* [Task to carry out] Where does the string "Gateway" appear in the records? Copy every line that contains it.

* [Dataset content]
+-------+
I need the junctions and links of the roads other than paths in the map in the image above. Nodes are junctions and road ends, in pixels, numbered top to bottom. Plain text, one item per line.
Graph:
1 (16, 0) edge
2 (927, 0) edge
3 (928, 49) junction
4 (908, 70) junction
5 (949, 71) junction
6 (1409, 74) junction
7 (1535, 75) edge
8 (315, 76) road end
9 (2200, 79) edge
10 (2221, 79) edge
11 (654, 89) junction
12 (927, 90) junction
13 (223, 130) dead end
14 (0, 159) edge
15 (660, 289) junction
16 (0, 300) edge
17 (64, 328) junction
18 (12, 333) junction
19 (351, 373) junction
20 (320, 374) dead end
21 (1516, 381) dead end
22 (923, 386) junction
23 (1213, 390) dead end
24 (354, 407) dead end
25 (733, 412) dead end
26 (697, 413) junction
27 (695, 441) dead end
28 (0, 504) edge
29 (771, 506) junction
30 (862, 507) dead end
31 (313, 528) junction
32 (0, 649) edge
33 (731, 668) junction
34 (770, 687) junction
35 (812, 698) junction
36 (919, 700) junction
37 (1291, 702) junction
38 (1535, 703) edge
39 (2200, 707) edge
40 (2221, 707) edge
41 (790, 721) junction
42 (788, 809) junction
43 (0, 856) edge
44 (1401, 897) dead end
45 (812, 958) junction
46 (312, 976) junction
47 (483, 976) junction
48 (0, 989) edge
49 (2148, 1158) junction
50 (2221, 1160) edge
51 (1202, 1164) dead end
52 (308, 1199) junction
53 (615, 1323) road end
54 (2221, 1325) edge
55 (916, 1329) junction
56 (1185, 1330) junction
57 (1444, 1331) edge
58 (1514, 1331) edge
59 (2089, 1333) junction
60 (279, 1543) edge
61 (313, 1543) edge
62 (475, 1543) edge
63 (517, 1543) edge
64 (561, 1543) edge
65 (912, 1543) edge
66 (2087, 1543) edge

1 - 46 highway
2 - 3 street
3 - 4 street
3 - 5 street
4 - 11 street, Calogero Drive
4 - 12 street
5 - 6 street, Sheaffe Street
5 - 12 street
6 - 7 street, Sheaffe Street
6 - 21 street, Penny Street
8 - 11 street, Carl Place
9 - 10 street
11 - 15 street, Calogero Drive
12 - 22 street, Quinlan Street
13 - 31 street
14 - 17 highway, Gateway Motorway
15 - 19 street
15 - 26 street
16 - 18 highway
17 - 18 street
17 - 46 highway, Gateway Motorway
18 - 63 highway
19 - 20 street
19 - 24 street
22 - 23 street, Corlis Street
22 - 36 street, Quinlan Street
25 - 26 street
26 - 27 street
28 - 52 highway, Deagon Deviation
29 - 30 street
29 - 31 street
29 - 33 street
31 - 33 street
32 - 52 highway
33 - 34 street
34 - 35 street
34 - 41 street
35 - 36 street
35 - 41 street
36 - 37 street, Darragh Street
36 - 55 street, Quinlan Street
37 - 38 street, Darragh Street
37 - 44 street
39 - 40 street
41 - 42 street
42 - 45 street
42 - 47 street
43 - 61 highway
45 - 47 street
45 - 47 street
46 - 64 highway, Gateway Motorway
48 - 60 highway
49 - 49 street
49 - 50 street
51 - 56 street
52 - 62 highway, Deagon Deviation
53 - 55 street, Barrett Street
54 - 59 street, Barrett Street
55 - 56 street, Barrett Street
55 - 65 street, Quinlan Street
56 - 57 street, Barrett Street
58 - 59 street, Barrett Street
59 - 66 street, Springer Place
+-------+
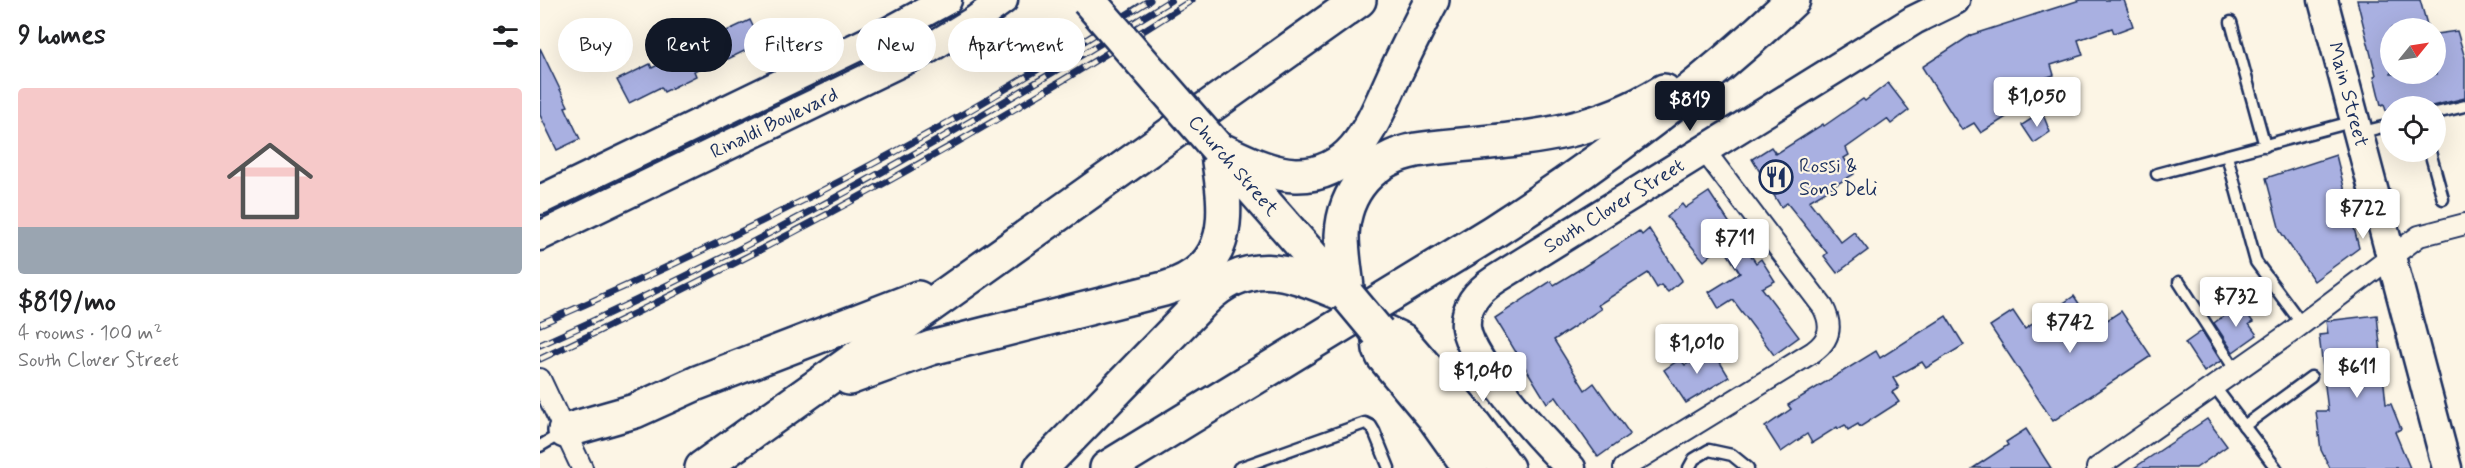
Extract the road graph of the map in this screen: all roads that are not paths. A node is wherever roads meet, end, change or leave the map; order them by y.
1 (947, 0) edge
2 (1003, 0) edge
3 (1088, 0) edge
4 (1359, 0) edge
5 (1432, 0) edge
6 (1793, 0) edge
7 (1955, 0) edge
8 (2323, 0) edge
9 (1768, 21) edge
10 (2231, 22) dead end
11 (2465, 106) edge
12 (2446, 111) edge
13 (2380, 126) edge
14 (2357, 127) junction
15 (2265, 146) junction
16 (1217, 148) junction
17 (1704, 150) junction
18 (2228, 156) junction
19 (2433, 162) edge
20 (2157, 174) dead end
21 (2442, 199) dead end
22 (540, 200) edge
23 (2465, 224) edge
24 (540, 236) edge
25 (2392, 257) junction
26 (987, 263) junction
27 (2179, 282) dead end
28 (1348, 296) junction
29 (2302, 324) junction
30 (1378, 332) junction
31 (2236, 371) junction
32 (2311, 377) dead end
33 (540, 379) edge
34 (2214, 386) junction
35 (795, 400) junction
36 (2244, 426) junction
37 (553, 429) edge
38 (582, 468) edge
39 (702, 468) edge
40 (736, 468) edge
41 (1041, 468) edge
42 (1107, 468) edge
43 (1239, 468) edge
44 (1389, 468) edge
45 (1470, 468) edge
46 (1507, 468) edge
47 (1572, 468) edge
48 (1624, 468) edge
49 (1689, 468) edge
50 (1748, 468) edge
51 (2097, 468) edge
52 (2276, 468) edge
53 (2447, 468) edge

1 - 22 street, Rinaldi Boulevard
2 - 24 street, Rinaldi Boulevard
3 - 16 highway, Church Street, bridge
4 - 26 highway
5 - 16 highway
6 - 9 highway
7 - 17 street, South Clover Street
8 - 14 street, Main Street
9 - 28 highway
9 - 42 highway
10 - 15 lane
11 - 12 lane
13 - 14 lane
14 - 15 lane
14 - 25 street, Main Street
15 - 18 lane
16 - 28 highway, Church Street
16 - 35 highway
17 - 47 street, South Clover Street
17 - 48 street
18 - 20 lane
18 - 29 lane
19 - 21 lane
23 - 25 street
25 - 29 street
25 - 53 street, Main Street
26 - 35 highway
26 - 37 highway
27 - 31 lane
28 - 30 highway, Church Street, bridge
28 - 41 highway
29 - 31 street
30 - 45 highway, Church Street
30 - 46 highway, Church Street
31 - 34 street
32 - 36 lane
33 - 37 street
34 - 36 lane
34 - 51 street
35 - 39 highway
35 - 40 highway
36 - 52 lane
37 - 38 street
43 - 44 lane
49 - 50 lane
+-------+
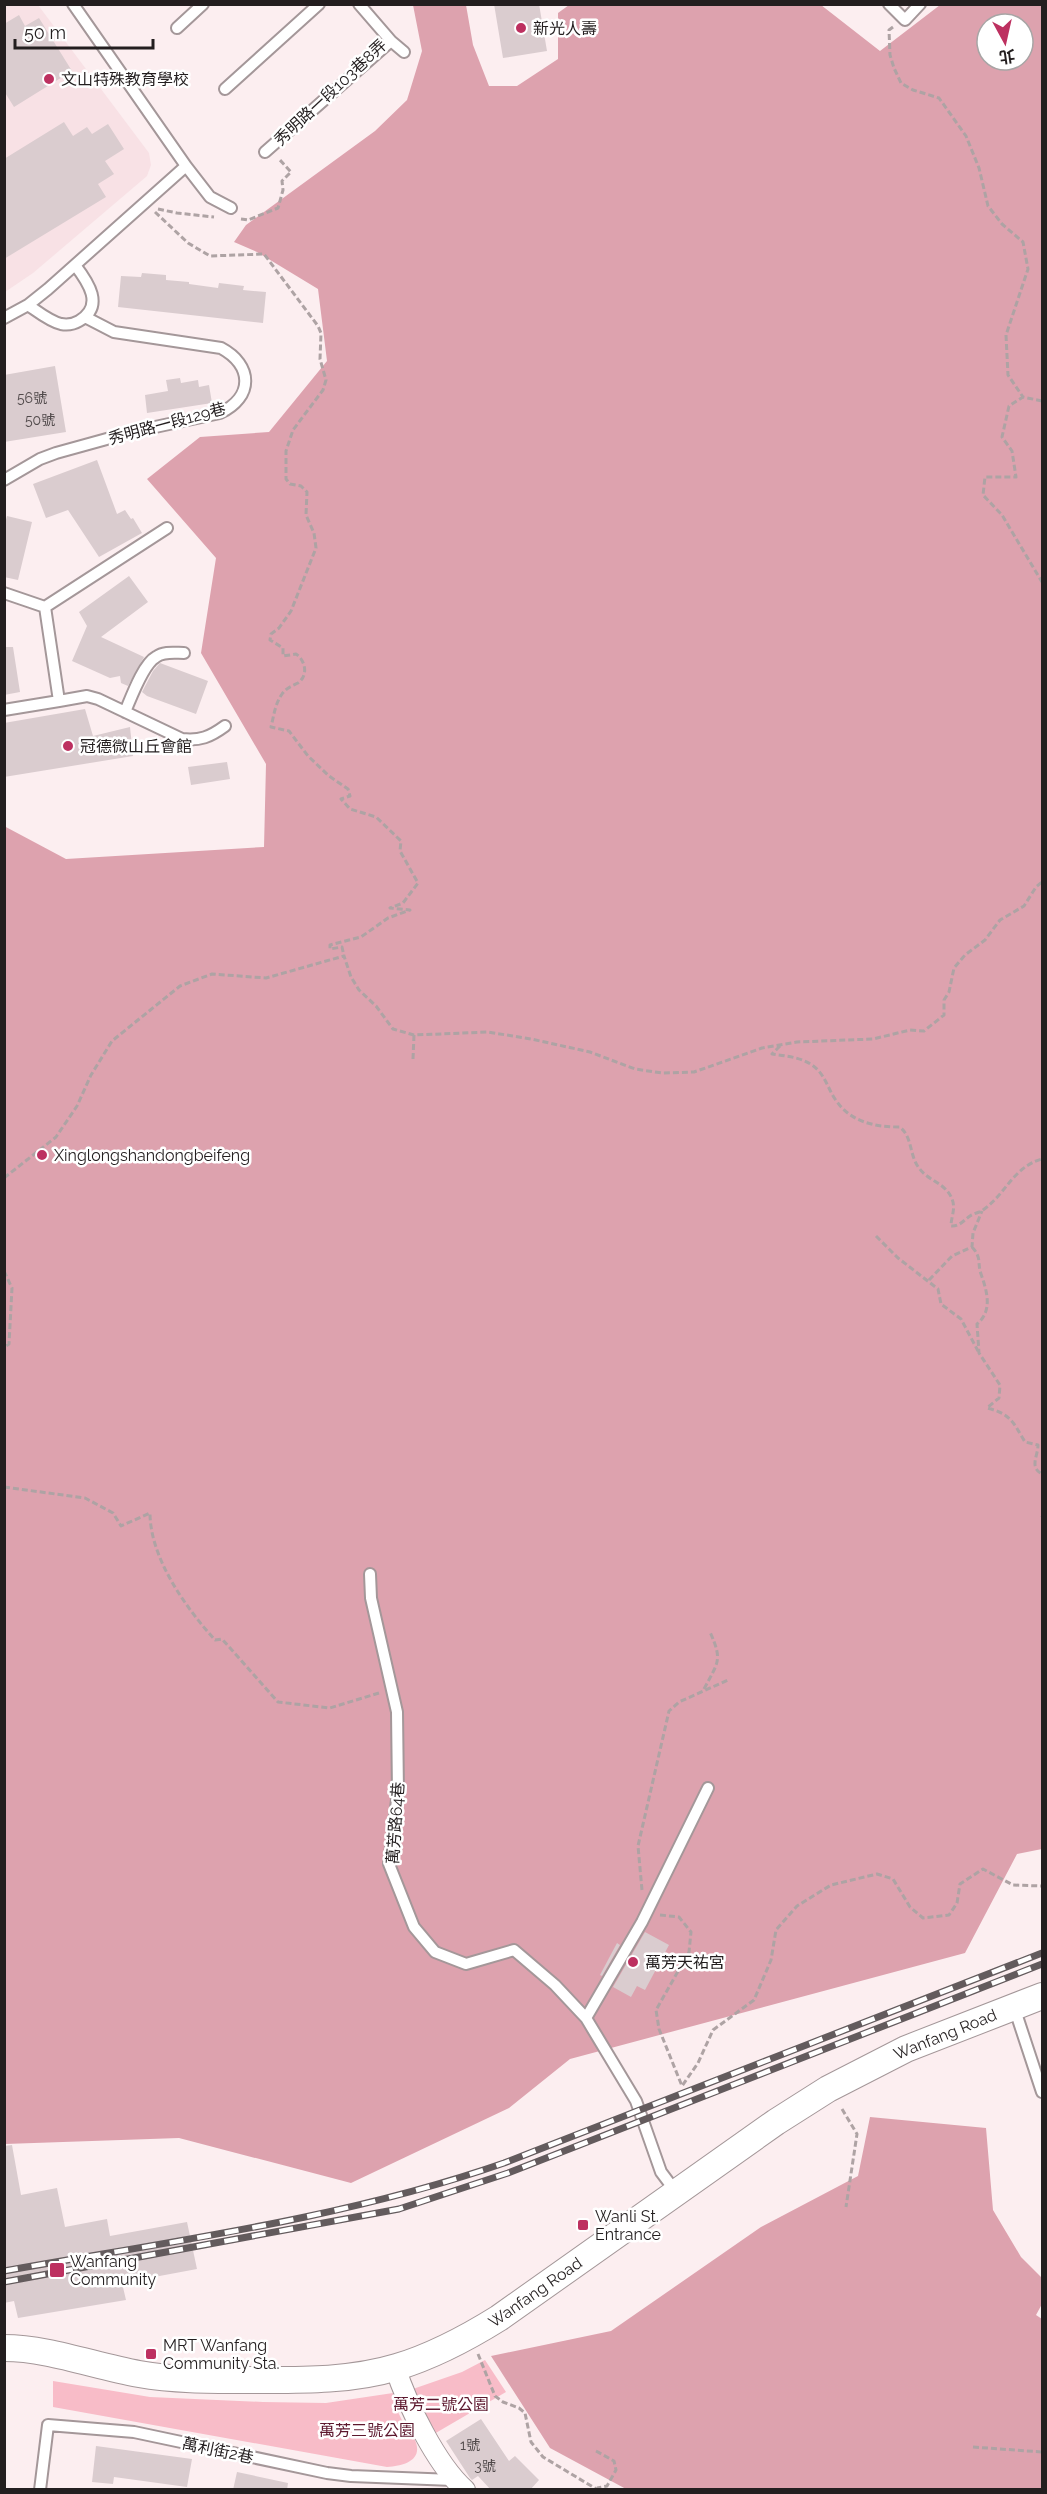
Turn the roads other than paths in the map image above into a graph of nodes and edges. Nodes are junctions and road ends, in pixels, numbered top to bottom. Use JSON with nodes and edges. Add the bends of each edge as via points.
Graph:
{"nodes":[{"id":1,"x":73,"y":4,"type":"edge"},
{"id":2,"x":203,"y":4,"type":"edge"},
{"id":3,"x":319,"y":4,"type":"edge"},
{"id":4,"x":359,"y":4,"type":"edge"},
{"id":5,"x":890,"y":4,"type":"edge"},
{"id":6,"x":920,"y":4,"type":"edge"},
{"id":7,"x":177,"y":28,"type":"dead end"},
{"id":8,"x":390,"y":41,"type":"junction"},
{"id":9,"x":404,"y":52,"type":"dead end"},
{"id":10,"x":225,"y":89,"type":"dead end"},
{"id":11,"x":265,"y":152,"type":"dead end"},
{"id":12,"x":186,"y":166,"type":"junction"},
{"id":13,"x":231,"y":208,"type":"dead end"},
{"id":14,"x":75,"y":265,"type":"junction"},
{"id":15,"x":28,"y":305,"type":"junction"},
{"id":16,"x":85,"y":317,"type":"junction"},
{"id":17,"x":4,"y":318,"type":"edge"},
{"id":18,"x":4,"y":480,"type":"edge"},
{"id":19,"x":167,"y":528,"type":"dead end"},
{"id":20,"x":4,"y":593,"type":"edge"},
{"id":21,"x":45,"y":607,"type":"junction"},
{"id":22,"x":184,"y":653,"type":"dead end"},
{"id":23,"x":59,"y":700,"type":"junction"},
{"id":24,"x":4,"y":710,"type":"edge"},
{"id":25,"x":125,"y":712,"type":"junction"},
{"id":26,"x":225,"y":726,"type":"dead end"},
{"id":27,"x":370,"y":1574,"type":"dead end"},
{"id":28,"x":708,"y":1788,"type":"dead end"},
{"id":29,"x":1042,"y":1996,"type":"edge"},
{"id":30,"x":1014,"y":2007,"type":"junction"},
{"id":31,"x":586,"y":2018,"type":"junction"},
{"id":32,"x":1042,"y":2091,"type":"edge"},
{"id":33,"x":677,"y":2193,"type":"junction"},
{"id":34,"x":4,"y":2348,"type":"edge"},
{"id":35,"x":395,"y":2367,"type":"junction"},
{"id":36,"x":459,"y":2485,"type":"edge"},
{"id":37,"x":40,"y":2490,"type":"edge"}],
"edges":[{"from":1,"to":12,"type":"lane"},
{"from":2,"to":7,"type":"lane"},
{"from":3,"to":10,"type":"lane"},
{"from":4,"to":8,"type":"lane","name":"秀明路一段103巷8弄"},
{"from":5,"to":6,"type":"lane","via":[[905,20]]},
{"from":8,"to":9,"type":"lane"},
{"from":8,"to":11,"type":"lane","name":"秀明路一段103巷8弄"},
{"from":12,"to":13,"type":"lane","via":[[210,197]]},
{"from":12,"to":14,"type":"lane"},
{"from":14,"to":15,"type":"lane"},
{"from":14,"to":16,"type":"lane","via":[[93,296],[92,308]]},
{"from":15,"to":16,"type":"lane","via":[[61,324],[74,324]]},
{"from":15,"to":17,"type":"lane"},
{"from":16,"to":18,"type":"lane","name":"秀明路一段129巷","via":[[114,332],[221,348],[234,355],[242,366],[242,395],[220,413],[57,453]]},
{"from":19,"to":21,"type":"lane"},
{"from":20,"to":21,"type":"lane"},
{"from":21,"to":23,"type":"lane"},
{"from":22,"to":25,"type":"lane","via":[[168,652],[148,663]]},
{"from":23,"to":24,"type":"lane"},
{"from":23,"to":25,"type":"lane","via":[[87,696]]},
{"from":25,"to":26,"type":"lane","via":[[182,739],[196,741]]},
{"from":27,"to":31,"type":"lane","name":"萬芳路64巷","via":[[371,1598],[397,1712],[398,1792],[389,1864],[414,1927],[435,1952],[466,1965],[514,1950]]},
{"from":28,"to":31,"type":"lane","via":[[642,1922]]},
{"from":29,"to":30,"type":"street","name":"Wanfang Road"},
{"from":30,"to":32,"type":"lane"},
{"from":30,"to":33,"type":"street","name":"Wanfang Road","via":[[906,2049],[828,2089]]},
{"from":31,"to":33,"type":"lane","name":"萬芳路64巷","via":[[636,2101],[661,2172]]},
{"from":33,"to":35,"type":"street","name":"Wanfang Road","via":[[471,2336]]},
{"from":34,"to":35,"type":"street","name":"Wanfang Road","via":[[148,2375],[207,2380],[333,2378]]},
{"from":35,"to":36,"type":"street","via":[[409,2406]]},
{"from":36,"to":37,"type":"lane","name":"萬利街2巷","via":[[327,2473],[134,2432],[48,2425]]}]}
+-------+
* [Task output]
14 - 17 highway, Gateway Motorway
17 - 46 highway, Gateway Motorway
46 - 64 highway, Gateway Motorway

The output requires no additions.